And gee, is it a shock that Martin’s a little hostile to people who essentially say “FINISH THE BOOKS BEFORE YOU CROAK YOU FAT FUCK”? I mean, where did that “Martin’s going to die any minute now” meme come from anyway? I especially like the implication that it’s OK if he dies AFTER finishing the books. That’s got to make you feel really well-loved, as an author. If I’d gone through that, I might want to give a fuck-you to my “fans”, too. Not that I believe that the series would legally remain unfinished, especially with the possibility that the people making the TV show would need to continue the story past book five.
Seriously, the level of vitriol amongst Martin’s “fans” is one of those things that looks borderline insane to anyone looking in from the outside.
If he doesn’t hurry they’re gonna have to get Brandon Sanderson to finish them. *cough*
But seriously, the problem seems to be less with Martin and more with his editor (or lack thereof). The series wasn’t originally slated for seven books but he keeps adding and adding and changing what each book will be about, seemingly without anyone telling him to cut it out.
That said, he’ll have about 4 and a half years to get the next book done, and another on top of that to have a seventh..and given the “well it’s cuz he has to move stuff from five to six” talk is true, six will be much faster.
Still, hurry the fuck up *mad*
It is wholly reasonable that Martin would be not just a little hostile, but wholly dismissive of people who take a massively entitled attitude towards his work.
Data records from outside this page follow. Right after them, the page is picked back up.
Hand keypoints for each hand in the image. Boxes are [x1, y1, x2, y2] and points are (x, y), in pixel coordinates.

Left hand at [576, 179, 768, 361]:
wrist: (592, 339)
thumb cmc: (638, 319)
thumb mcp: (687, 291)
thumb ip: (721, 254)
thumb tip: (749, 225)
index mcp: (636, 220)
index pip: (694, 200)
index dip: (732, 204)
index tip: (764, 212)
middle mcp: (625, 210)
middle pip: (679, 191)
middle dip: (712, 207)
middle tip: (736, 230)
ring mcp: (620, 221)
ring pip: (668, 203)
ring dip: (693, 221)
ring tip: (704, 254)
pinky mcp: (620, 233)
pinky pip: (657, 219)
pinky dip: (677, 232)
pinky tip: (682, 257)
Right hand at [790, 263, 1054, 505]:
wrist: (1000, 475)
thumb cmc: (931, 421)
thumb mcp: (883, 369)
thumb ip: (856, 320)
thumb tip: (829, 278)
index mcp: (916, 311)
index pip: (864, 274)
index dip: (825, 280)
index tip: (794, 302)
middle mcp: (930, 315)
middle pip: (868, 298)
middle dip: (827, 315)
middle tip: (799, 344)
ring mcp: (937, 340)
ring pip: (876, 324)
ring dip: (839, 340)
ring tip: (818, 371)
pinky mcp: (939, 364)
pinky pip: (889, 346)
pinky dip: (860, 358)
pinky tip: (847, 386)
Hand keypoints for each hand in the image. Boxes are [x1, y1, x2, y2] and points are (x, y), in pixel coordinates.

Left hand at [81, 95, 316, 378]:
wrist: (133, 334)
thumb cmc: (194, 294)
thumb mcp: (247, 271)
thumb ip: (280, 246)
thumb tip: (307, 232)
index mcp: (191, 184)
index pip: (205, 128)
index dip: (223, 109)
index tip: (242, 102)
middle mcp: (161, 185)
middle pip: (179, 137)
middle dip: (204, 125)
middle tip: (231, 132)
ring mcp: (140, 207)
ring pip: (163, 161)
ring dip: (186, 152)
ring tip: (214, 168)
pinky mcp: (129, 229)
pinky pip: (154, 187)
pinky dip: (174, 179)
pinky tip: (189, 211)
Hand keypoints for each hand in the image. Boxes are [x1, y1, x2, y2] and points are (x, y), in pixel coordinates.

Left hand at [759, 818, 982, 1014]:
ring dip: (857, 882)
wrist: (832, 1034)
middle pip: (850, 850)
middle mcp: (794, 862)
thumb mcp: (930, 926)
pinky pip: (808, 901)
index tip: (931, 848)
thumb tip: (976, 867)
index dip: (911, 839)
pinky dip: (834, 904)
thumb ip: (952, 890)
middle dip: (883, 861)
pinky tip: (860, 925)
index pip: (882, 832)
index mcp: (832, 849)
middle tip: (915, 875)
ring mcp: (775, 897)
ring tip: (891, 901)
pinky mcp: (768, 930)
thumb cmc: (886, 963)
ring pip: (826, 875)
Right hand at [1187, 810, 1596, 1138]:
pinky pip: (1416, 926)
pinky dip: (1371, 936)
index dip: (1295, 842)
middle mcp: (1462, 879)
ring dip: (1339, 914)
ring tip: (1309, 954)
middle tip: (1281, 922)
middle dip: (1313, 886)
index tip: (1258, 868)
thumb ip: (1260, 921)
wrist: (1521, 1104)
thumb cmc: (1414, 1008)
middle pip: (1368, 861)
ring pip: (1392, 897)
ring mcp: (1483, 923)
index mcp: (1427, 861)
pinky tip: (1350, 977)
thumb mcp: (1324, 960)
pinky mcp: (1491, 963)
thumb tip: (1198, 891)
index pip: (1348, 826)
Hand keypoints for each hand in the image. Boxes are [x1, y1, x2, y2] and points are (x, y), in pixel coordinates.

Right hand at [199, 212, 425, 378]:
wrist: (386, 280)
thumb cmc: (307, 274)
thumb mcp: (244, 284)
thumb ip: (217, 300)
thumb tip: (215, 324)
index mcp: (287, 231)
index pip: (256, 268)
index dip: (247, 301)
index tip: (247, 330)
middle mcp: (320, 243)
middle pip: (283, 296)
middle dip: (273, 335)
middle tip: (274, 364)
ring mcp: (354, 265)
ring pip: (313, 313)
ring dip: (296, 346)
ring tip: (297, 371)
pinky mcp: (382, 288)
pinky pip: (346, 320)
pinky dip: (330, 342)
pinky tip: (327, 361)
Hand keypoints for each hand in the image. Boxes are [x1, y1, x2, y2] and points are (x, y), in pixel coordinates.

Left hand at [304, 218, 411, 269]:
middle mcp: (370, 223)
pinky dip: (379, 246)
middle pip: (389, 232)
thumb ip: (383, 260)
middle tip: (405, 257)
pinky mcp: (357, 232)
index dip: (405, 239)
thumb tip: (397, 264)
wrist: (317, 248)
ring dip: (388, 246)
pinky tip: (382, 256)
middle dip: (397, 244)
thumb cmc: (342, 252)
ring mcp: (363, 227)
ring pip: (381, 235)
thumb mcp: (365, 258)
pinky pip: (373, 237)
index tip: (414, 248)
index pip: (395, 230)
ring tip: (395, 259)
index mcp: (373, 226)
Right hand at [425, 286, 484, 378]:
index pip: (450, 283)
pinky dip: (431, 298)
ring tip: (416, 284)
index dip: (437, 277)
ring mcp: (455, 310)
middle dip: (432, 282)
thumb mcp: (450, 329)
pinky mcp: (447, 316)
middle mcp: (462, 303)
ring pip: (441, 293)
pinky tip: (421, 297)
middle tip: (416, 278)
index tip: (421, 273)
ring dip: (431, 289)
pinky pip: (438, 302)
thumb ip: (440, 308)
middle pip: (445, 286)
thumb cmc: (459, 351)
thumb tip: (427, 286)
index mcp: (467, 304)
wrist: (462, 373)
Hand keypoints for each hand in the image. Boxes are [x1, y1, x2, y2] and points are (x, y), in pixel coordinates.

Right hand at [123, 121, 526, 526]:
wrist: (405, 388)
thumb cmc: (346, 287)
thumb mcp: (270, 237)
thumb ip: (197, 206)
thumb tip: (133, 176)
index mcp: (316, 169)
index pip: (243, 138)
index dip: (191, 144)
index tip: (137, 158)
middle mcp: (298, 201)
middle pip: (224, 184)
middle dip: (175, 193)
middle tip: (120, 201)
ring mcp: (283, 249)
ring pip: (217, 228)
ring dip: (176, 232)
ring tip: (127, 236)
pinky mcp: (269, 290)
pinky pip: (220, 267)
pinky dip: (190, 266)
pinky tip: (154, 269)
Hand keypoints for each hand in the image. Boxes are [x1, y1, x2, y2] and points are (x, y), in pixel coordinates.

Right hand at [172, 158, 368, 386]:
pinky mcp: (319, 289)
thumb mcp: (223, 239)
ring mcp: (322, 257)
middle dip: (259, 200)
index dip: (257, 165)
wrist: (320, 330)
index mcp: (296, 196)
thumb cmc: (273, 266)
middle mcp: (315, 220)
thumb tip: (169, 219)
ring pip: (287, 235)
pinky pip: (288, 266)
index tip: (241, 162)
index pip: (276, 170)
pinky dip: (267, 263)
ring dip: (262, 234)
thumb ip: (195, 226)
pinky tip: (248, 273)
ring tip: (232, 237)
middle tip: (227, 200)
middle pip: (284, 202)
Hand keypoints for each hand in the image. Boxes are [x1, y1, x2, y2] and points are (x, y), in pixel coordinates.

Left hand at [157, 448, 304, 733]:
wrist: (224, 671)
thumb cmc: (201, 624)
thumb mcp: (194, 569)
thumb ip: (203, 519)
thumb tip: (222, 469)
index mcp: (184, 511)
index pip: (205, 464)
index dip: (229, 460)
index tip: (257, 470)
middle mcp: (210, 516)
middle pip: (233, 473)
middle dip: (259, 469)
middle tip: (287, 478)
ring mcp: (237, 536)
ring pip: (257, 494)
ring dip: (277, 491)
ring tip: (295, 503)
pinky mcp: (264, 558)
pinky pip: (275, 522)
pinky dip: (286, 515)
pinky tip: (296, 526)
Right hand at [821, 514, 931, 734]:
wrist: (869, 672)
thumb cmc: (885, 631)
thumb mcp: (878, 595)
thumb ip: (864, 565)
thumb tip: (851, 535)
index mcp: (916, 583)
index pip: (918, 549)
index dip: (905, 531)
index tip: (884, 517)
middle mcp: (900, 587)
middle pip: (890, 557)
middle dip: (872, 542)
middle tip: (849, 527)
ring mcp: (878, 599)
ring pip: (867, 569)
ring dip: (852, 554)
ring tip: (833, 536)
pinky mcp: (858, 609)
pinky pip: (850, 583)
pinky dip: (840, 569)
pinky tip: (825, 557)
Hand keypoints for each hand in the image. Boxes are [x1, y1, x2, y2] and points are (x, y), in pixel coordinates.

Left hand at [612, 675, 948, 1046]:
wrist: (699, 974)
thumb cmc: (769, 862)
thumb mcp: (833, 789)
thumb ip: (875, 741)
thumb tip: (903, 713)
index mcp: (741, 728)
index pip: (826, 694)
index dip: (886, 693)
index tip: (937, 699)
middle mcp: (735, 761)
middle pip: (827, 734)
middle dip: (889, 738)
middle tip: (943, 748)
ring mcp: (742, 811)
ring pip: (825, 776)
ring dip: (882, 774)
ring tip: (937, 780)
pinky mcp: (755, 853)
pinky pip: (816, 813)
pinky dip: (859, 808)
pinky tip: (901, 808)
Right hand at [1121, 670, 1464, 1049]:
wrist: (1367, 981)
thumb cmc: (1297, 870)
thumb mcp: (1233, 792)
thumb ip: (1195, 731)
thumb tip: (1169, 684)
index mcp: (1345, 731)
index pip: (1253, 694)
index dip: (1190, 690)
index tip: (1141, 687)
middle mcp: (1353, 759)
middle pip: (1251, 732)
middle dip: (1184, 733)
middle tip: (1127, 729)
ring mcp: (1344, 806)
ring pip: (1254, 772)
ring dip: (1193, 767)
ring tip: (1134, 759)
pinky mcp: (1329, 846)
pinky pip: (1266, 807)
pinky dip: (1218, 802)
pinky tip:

It is equally reasonable that he be hostile and dismissive towards those who seem to expect he spend every minute chained to his desk, and to those who insist he work only on SOIaF and nothing else; no Wild Cards anthologies, no awesome Jack Vance stuff, no short stories. Those people are choads. I’m pretty sure that’s non-controversial.
Martin is in his early sixties. He’s released two major books in the last decade. There are at least three to go. That puts him into into his mid-seventies. And while he is not in ill health, he is not what you’d describe as ‘robust’. I don’t feel its unfair, as a fan, for me to feel like he ought to have a Robert Jordan (born in the same year!) style plan in his drawer, rather than him having said, point-blank, ‘If something happens to me, if I’m hit by lightning, the series will NEVER be finished and you will never know what I intended.’ That seems like sort of a dick move on his part.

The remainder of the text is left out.